Content starts

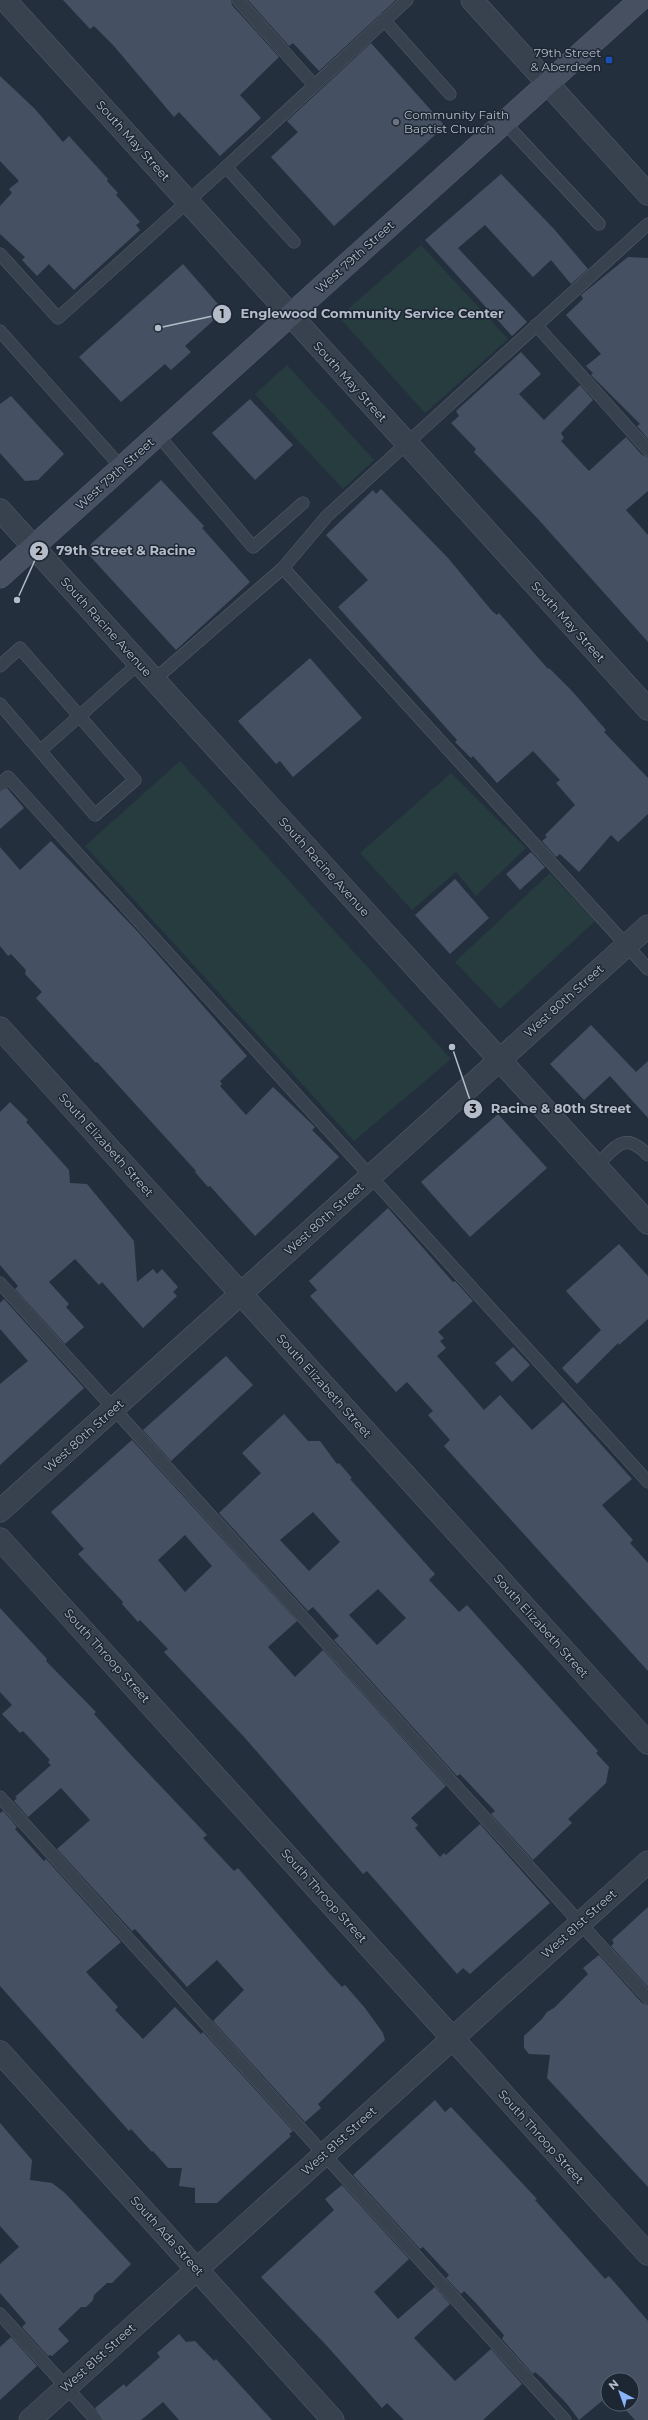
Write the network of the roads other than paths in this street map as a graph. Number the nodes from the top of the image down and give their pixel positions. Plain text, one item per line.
1 (5, 0) edge
2 (238, 0) edge
3 (406, 0) edge
4 (472, 0) edge
5 (640, 0) edge
6 (384, 20) junction
7 (548, 83) junction
8 (314, 85) junction
9 (450, 94) dead end
10 (504, 122) junction
11 (226, 167) junction
12 (648, 194) edge
13 (188, 202) junction
14 (598, 224) dead end
15 (648, 224) edge
16 (294, 242) dead end
17 (0, 254) edge
18 (290, 316) junction
19 (536, 325) junction
20 (0, 331) edge
21 (158, 436) junction
22 (406, 444) junction
23 (648, 450) edge
24 (122, 468) junction
25 (303, 503) dead end
26 (0, 510) edge
27 (34, 547) junction
28 (283, 568) junction
29 (0, 577) edge
30 (139, 663) junction
31 (0, 666) edge
32 (154, 680) junction
33 (0, 704) edge
34 (648, 709) edge
35 (80, 717) junction
36 (40, 751) junction
37 (0, 785) edge
38 (648, 926) edge
39 (627, 945) junction
40 (648, 969) edge
41 (0, 1028) edge
42 (500, 1060) junction
43 (648, 1155) edge
44 (596, 1166) junction
45 (371, 1176) junction
46 (648, 1223) edge
47 (0, 1283) edge
48 (241, 1294) junction
49 (114, 1409) junction
50 (648, 1482) edge
51 (0, 1511) edge
52 (0, 1539) edge
53 (648, 1743) edge
54 (0, 1797) edge
55 (648, 1862) edge
56 (580, 1923) junction
57 (648, 1998) edge
58 (453, 2038) junction
59 (0, 2052) edge
60 (324, 2154) junction
61 (648, 2254) edge
62 (197, 2269) junction
63 (0, 2314) edge
64 (66, 2387) junction
65 (30, 2420) edge
66 (96, 2420) edge
67 (333, 2420) edge
68 (565, 2420) edge

1 - 13 street, South May Street
2 - 8 lane
3 - 6 lane
4 - 7 street
5 - 7 main road, West 79th Street
6 - 8 lane
6 - 9 lane
7 - 10 main road, West 79th Street
7 - 12 street
8 - 11 lane
10 - 14 lane
10 - 18 main road, West 79th Street
11 - 13 lane
11 - 16 lane
13 - 17 lane
13 - 18 street, South May Street
15 - 19 lane
18 - 21 main road, West 79th Street
18 - 22 street, South May Street
19 - 22 lane
19 - 23 lane
20 - 24 lane
21 - 24 main road, West 79th Street
21 - 25 lane
22 - 28 lane
22 - 34 street, South May Street
24 - 27 main road, West 79th Street
26 - 27 street, South Racine Avenue
27 - 29 main road, West 79th Street
27 - 30 street, South Racine Avenue
28 - 32 lane
28 - 39 lane
30 - 32 street, South Racine Avenue
30 - 35 lane
31 - 35 lane
32 - 42 street, South Racine Avenue
33 - 36 lane
35 - 36 lane
35 - 36 lane
37 - 45 lane
38 - 39 street, West 80th Street
39 - 40 lane
39 - 42 street, West 80th Street
41 - 48 street, South Elizabeth Street
42 - 44 street, South Racine Avenue
42 - 45 street, West 80th Street
43 - 44 lane
44 - 46 street, South Racine Avenue
45 - 48 street, West 80th Street
45 - 50 lane
47 - 49 lane
48 - 49 street, West 80th Street
48 - 53 street, South Elizabeth Street
49 - 51 street, West 80th Street
49 - 56 lane
52 - 58 street, South Throop Street
54 - 60 lane
55 - 56 street, West 81st Street
56 - 57 lane
56 - 58 street, West 81st Street
58 - 60 street, West 81st Street
58 - 61 street, South Throop Street
59 - 62 street, South Ada Street
60 - 62 street, West 81st Street
60 - 68 lane
62 - 64 street, West 81st Street
62 - 67 street, South Ada Street
63 - 64 lane
64 - 65 street, West 81st Street
64 - 66 lane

Content ends

== What is being asked ==
The answer must reproduce every line of the records above exactly, with all pictures left out.

== Written response ==
Write the network of the roads other than paths in this street map as a graph. Number the nodes from the top of the image down and give their pixel positions. Plain text, one item per line.
1 (5, 0) edge
2 (238, 0) edge
3 (406, 0) edge
4 (472, 0) edge
5 (640, 0) edge
6 (384, 20) junction
7 (548, 83) junction
8 (314, 85) junction
9 (450, 94) dead end
10 (504, 122) junction
11 (226, 167) junction
12 (648, 194) edge
13 (188, 202) junction
14 (598, 224) dead end
15 (648, 224) edge
16 (294, 242) dead end
17 (0, 254) edge
18 (290, 316) junction
19 (536, 325) junction
20 (0, 331) edge
21 (158, 436) junction
22 (406, 444) junction
23 (648, 450) edge
24 (122, 468) junction
25 (303, 503) dead end
26 (0, 510) edge
27 (34, 547) junction
28 (283, 568) junction
29 (0, 577) edge
30 (139, 663) junction
31 (0, 666) edge
32 (154, 680) junction
33 (0, 704) edge
34 (648, 709) edge
35 (80, 717) junction
36 (40, 751) junction
37 (0, 785) edge
38 (648, 926) edge
39 (627, 945) junction
40 (648, 969) edge
41 (0, 1028) edge
42 (500, 1060) junction
43 (648, 1155) edge
44 (596, 1166) junction
45 (371, 1176) junction
46 (648, 1223) edge
47 (0, 1283) edge
48 (241, 1294) junction
49 (114, 1409) junction
50 (648, 1482) edge
51 (0, 1511) edge
52 (0, 1539) edge
53 (648, 1743) edge
54 (0, 1797) edge
55 (648, 1862) edge
56 (580, 1923) junction
57 (648, 1998) edge
58 (453, 2038) junction
59 (0, 2052) edge
60 (324, 2154) junction
61 (648, 2254) edge
62 (197, 2269) junction
63 (0, 2314) edge
64 (66, 2387) junction
65 (30, 2420) edge
66 (96, 2420) edge
67 (333, 2420) edge
68 (565, 2420) edge

1 - 13 street, South May Street
2 - 8 lane
3 - 6 lane
4 - 7 street
5 - 7 main road, West 79th Street
6 - 8 lane
6 - 9 lane
7 - 10 main road, West 79th Street
7 - 12 street
8 - 11 lane
10 - 14 lane
10 - 18 main road, West 79th Street
11 - 13 lane
11 - 16 lane
13 - 17 lane
13 - 18 street, South May Street
15 - 19 lane
18 - 21 main road, West 79th Street
18 - 22 street, South May Street
19 - 22 lane
19 - 23 lane
20 - 24 lane
21 - 24 main road, West 79th Street
21 - 25 lane
22 - 28 lane
22 - 34 street, South May Street
24 - 27 main road, West 79th Street
26 - 27 street, South Racine Avenue
27 - 29 main road, West 79th Street
27 - 30 street, South Racine Avenue
28 - 32 lane
28 - 39 lane
30 - 32 street, South Racine Avenue
30 - 35 lane
31 - 35 lane
32 - 42 street, South Racine Avenue
33 - 36 lane
35 - 36 lane
35 - 36 lane
37 - 45 lane
38 - 39 street, West 80th Street
39 - 40 lane
39 - 42 street, West 80th Street
41 - 48 street, South Elizabeth Street
42 - 44 street, South Racine Avenue
42 - 45 street, West 80th Street
43 - 44 lane
44 - 46 street, South Racine Avenue
45 - 48 street, West 80th Street
45 - 50 lane
47 - 49 lane
48 - 49 street, West 80th Street
48 - 53 street, South Elizabeth Street
49 - 51 street, West 80th Street
49 - 56 lane
52 - 58 street, South Throop Street
54 - 60 lane
55 - 56 street, West 81st Street
56 - 57 lane
56 - 58 street, West 81st Street
58 - 60 street, West 81st Street
58 - 61 street, South Throop Street
59 - 62 street, South Ada Street
60 - 62 street, West 81st Street
60 - 68 lane
62 - 64 street, West 81st Street
62 - 67 street, South Ada Street
63 - 64 lane
64 - 65 street, West 81st Street
64 - 66 lane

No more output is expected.